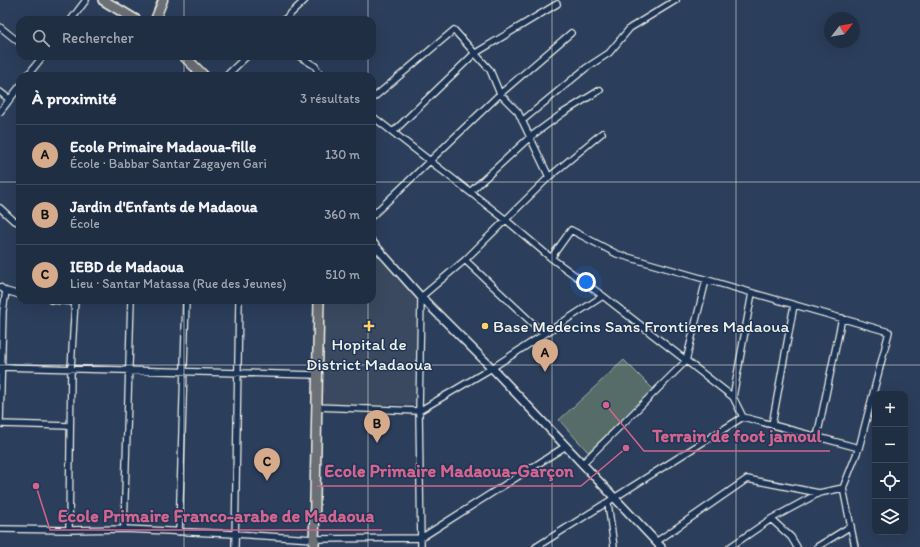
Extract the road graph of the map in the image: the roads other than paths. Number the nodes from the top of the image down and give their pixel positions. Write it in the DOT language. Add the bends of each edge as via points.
graph roads {
  1 [pos="86,0"];
  2 [pos="103,0"];
  3 [pos="163,0"];
  4 [pos="305,0"];
  5 [pos="676,0"];
  6 [pos="557,4"];
  7 [pos="74,16"];
  8 [pos="129,16"];
  9 [pos="157,16"];
  10 [pos="288,16"];
  11 [pos="0,27"];
  12 [pos="571,33"];
  13 [pos="16,40"];
  14 [pos="474,54"];
  15 [pos="38,60"];
  16 [pos="188,60"];
  17 [pos="243,60"];
  18 [pos="305,60"];
  19 [pos="30,72"];
  20 [pos="200,72"];
  21 [pos="230,72"];
  22 [pos="319,72"];
  23 [pos="600,90"];
  24 [pos="16,91"];
  25 [pos="0,92"];
  26 [pos="500,94"];
  27 [pos="376,96"];
  28 [pos="9,99"];
  29 [pos="0,112"];
  30 [pos="376,119"];
  31 [pos="522,121"];
  32 [pos="393,132"];
  33 [pos="602,133"];
  34 [pos="530,137"];
  35 [pos="430,161"];
  36 [pos="549,177"];
  37 [pos="470,192"];
  38 [pos="0,208"];
  39 [pos="376,212"];
  40 [pos="506,220"];
  41 [pos="16,221"];
  42 [pos="376,246"];
  43 [pos="551,258"];
  44 [pos="465,260"];
  45 [pos="706,280"];
  46 [pos="0,286"];
  47 [pos="6,291"];
  48 [pos="752,293"];
  49 [pos="16,294"];
  50 [pos="603,296"];
  51 [pos="421,297"];
  52 [pos="75,304"];
  53 [pos="131,304"];
  54 [pos="186,304"];
  55 [pos="239,304"];
  56 [pos="319,304"];
  57 [pos="794,305"];
  58 [pos="2,310"];
  59 [pos="842,318"];
  60 [pos="544,334"];
  61 [pos="686,361"];
  62 [pos="1,367"];
  63 [pos="492,368"];
  64 [pos="71,369"];
  65 [pos="129,370"];
  66 [pos="184,372"];
  67 [pos="238,373"];
  68 [pos="317,375"];
  69 [pos="733,397"];
  70 [pos="316,407"];
  71 [pos="419,411"];
  72 [pos="743,417"];
  73 [pos="0,423"];
  74 [pos="772,425"];
  75 [pos="70,426"];
  76 [pos="817,437"];
  77 [pos="566,446"];
  78 [pos="859,448"];
  79 [pos="582,464"];
  80 [pos="843,488"];
  81 [pos="819,493"];
  82 [pos="614,498"];
  83 [pos="608,503"];
  84 [pos="771,519"];
  85 [pos="850,526"];
  86 [pos="0,529"];
  87 [pos="124,529"];
  88 [pos="69,530"];
  89 [pos="179,532"];
  90 [pos="235,534"];
  91 [pos="421,538"];
  92 [pos="314,543"];
  93 [pos="659,544"];
  94 [pos="235,547"];
  95 [pos="421,547"];
  96 [pos="536,547"];
  97 [pos="614,547"];
  98 [pos="730,547"];
  99 [pos="797,547"];
  100 [pos="817,547"];
  101 [pos="855,547"];
  1 -- 7 [label="street"];
  2 -- 8 [label="highway"];
  3 -- 9 [label="main road"];
  4 -- 10 [label="street"];
  5 -- 31 [label="street" via="630,28 609,53 586,68"];
  6 -- 14 [label="street"];
  11 -- 13 [label="street"];
  12 -- 26 [label="street"];
  14 -- 26 [label="street" via="490,70"];
  14 -- 27 [label="street" via="454,30"];
  14 -- 32 [label="street"];
  15 -- 19 [label="street"];
  16 -- 20 [label="highway"];
  17 -- 21 [label="street"];
  18 -- 22 [label="street" via="315,66"];
  23 -- 34 [label="street"];
  24 -- 28 [label="street"];
  25 -- 28 [label="street"];
  26 -- 31 [label="street" via="518,112"];
  26 -- 35 [label="street"];
  28 -- 29 [label="street"];
  30 -- 32 [label="street"];
  31 -- 34 [label="street"];
  32 -- 35 [label="street"];
  33 -- 36 [label="street"];
  34 -- 36 [label="street"];
  34 -- 37 [label="street"];
  35 -- 37 [label="street"];
  35 -- 39 [label="street"];
  36 -- 40 [label="street"];
  37 -- 40 [label="street"];
  38 -- 41 [label="street"];
  40 -- 43 [label="street"];
  40 -- 44 [label="street"];
  42 -- 51 [label="street"];
  43 -- 45 [label="street" via="571,230 617,254"];
  43 -- 50 [label="street"];
  44 -- 51 [label="street"];
  44 -- 60 [label="street"];
  45 -- 48 [label="street"];
  45 -- 61 [label="street"];
  46 -- 47 [label="street"];
  47 -- 49 [label="street"];
  47 -- 58 [label="street"];
  48 -- 57 [label="street"];
  48 -- 69 [label="street"];
  50 -- 60 [label="street"];
  50 -- 61 [label="street"];
  51 -- 63 [label="street"];
  51 -- 71 [label="street"];
  52 -- 64 [label="street"];
  53 -- 65 [label="street"];
  54 -- 66 [label="street"];
  55 -- 67 [label="street"];
  56 -- 68 [label="highway"];
  57 -- 59 [label="street"];
  57 -- 74 [label="street"];
  58 -- 62 [label="street"];
  59 -- 76 [label="street"];
  59 -- 78 [label="street" via="889,332"];
  60 -- 63 [label="street"];
  61 -- 69 [label="street"];
  61 -- 79 [label="street"];
  62 -- 64 [label="street"];
  62 -- 73 [label="street"];
  63 -- 71 [label="street"];
  63 -- 77 [label="street"];
  64 -- 65 [label="street"];
  64 -- 75 [label="street"];
  65 -- 66 [label="street"];
  65 -- 87 [label="street"];
  66 -- 67 [label="street"];
  66 -- 89 [label="street"];
  67 -- 68 [label="street"];
  67 -- 90 [label="street"];
  68 -- 70 [label="highway"];
  69 -- 72 [label="street"];
  70 -- 71 [label="street"];
  70 -- 92 [label="highway"];
  71 -- 91 [label="street"];
  72 -- 74 [label="street"];
  72 -- 82 [label="street"];
  73 -- 75 [label="street"];
  74 -- 76 [label="street"];
  75 -- 88 [label="street"];
  76 -- 78 [label="street"];
  77 -- 79 [label="street"];
  77 -- 91 [label="street"];
  78 -- 80 [label="street"];
  79 -- 82 [label="street"];
  80 -- 81 [label="street"];
  80 -- 85 [label="street"];
  81 -- 84 [label="street"];
  81 -- 93 [label="street" via="747,479"];
  82 -- 83 [label="street"];
  82 -- 93 [label="street"];
  83 -- 96 [label="street"];
  83 -- 97 [label="street"];
  84 -- 98 [label="street"];
  84 -- 99 [label="street" via="791,537"];
  85 -- 100 [label="street"];
  85 -- 101 [label="street"];
  86 -- 88 [label="street"];
  87 -- 88 [label="street"];
  87 -- 89 [label="street"];
  89 -- 90 [label="street"];
  90 -- 92 [label="street"];
  90 -- 94 [label="street"];
  91 -- 92 [label="street"];
  91 -- 95 [label="street"];
}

☆ ☆ ☆

• PROBLEM TO SOLVE
When you retype the data above, match every line exactly and leave the pictures behind.

• WRITTEN REPLY
Extract the road graph of the map in the image: the roads other than paths. Number the nodes from the top of the image down and give their pixel positions. Write it in the DOT language. Add the bends of each edge as via points.
graph roads {
  1 [pos="86,0"];
  2 [pos="103,0"];
  3 [pos="163,0"];
  4 [pos="305,0"];
  5 [pos="676,0"];
  6 [pos="557,4"];
  7 [pos="74,16"];
  8 [pos="129,16"];
  9 [pos="157,16"];
  10 [pos="288,16"];
  11 [pos="0,27"];
  12 [pos="571,33"];
  13 [pos="16,40"];
  14 [pos="474,54"];
  15 [pos="38,60"];
  16 [pos="188,60"];
  17 [pos="243,60"];
  18 [pos="305,60"];
  19 [pos="30,72"];
  20 [pos="200,72"];
  21 [pos="230,72"];
  22 [pos="319,72"];
  23 [pos="600,90"];
  24 [pos="16,91"];
  25 [pos="0,92"];
  26 [pos="500,94"];
  27 [pos="376,96"];
  28 [pos="9,99"];
  29 [pos="0,112"];
  30 [pos="376,119"];
  31 [pos="522,121"];
  32 [pos="393,132"];
  33 [pos="602,133"];
  34 [pos="530,137"];
  35 [pos="430,161"];
  36 [pos="549,177"];
  37 [pos="470,192"];
  38 [pos="0,208"];
  39 [pos="376,212"];
  40 [pos="506,220"];
  41 [pos="16,221"];
  42 [pos="376,246"];
  43 [pos="551,258"];
  44 [pos="465,260"];
  45 [pos="706,280"];
  46 [pos="0,286"];
  47 [pos="6,291"];
  48 [pos="752,293"];
  49 [pos="16,294"];
  50 [pos="603,296"];
  51 [pos="421,297"];
  52 [pos="75,304"];
  53 [pos="131,304"];
  54 [pos="186,304"];
  55 [pos="239,304"];
  56 [pos="319,304"];
  57 [pos="794,305"];
  58 [pos="2,310"];
  59 [pos="842,318"];
  60 [pos="544,334"];
  61 [pos="686,361"];
  62 [pos="1,367"];
  63 [pos="492,368"];
  64 [pos="71,369"];
  65 [pos="129,370"];
  66 [pos="184,372"];
  67 [pos="238,373"];
  68 [pos="317,375"];
  69 [pos="733,397"];
  70 [pos="316,407"];
  71 [pos="419,411"];
  72 [pos="743,417"];
  73 [pos="0,423"];
  74 [pos="772,425"];
  75 [pos="70,426"];
  76 [pos="817,437"];
  77 [pos="566,446"];
  78 [pos="859,448"];
  79 [pos="582,464"];
  80 [pos="843,488"];
  81 [pos="819,493"];
  82 [pos="614,498"];
  83 [pos="608,503"];
  84 [pos="771,519"];
  85 [pos="850,526"];
  86 [pos="0,529"];
  87 [pos="124,529"];
  88 [pos="69,530"];
  89 [pos="179,532"];
  90 [pos="235,534"];
  91 [pos="421,538"];
  92 [pos="314,543"];
  93 [pos="659,544"];
  94 [pos="235,547"];
  95 [pos="421,547"];
  96 [pos="536,547"];
  97 [pos="614,547"];
  98 [pos="730,547"];
  99 [pos="797,547"];
  100 [pos="817,547"];
  101 [pos="855,547"];
  1 -- 7 [label="street"];
  2 -- 8 [label="highway"];
  3 -- 9 [label="main road"];
  4 -- 10 [label="street"];
  5 -- 31 [label="street" via="630,28 609,53 586,68"];
  6 -- 14 [label="street"];
  11 -- 13 [label="street"];
  12 -- 26 [label="street"];
  14 -- 26 [label="street" via="490,70"];
  14 -- 27 [label="street" via="454,30"];
  14 -- 32 [label="street"];
  15 -- 19 [label="street"];
  16 -- 20 [label="highway"];
  17 -- 21 [label="street"];
  18 -- 22 [label="street" via="315,66"];
  23 -- 34 [label="street"];
  24 -- 28 [label="street"];
  25 -- 28 [label="street"];
  26 -- 31 [label="street" via="518,112"];
  26 -- 35 [label="street"];
  28 -- 29 [label="street"];
  30 -- 32 [label="street"];
  31 -- 34 [label="street"];
  32 -- 35 [label="street"];
  33 -- 36 [label="street"];
  34 -- 36 [label="street"];
  34 -- 37 [label="street"];
  35 -- 37 [label="street"];
  35 -- 39 [label="street"];
  36 -- 40 [label="street"];
  37 -- 40 [label="street"];
  38 -- 41 [label="street"];
  40 -- 43 [label="street"];
  40 -- 44 [label="street"];
  42 -- 51 [label="street"];
  43 -- 45 [label="street" via="571,230 617,254"];
  43 -- 50 [label="street"];
  44 -- 51 [label="street"];
  44 -- 60 [label="street"];
  45 -- 48 [label="street"];
  45 -- 61 [label="street"];
  46 -- 47 [label="street"];
  47 -- 49 [label="street"];
  47 -- 58 [label="street"];
  48 -- 57 [label="street"];
  48 -- 69 [label="street"];
  50 -- 60 [label="street"];
  50 -- 61 [label="street"];
  51 -- 63 [label="street"];
  51 -- 71 [label="street"];
  52 -- 64 [label="street"];
  53 -- 65 [label="street"];
  54 -- 66 [label="street"];
  55 -- 67 [label="street"];
  56 -- 68 [label="highway"];
  57 -- 59 [label="street"];
  57 -- 74 [label="street"];
  58 -- 62 [label="street"];
  59 -- 76 [label="street"];
  59 -- 78 [label="street" via="889,332"];
  60 -- 63 [label="street"];
  61 -- 69 [label="street"];
  61 -- 79 [label="street"];
  62 -- 64 [label="street"];
  62 -- 73 [label="street"];
  63 -- 71 [label="street"];
  63 -- 77 [label="street"];
  64 -- 65 [label="street"];
  64 -- 75 [label="street"];
  65 -- 66 [label="street"];
  65 -- 87 [label="street"];
  66 -- 67 [label="street"];
  66 -- 89 [label="street"];
  67 -- 68 [label="street"];
  67 -- 90 [label="street"];
  68 -- 70 [label="highway"];
  69 -- 72 [label="street"];
  70 -- 71 [label="street"];
  70 -- 92 [label="highway"];
  71 -- 91 [label="street"];
  72 -- 74 [label="street"];
  72 -- 82 [label="street"];
  73 -- 75 [label="street"];
  74 -- 76 [label="street"];
  75 -- 88 [label="street"];
  76 -- 78 [label="street"];
  77 -- 79 [label="street"];
  77 -- 91 [label="street"];
  78 -- 80 [label="street"];
  79 -- 82 [label="street"];
  80 -- 81 [label="street"];
  80 -- 85 [label="street"];
  81 -- 84 [label="street"];
  81 -- 93 [label="street" via="747,479"];
  82 -- 83 [label="street"];
  82 -- 93 [label="street"];
  83 -- 96 [label="street"];
  83 -- 97 [label="street"];
  84 -- 98 [label="street"];
  84 -- 99 [label="street" via="791,537"];
  85 -- 100 [label="street"];
  85 -- 101 [label="street"];
  86 -- 88 [label="street"];
  87 -- 88 [label="street"];
  87 -- 89 [label="street"];
  89 -- 90 [label="street"];
  90 -- 92 [label="street"];
  90 -- 94 [label="street"];
  91 -- 92 [label="street"];
  91 -- 95 [label="street"];
}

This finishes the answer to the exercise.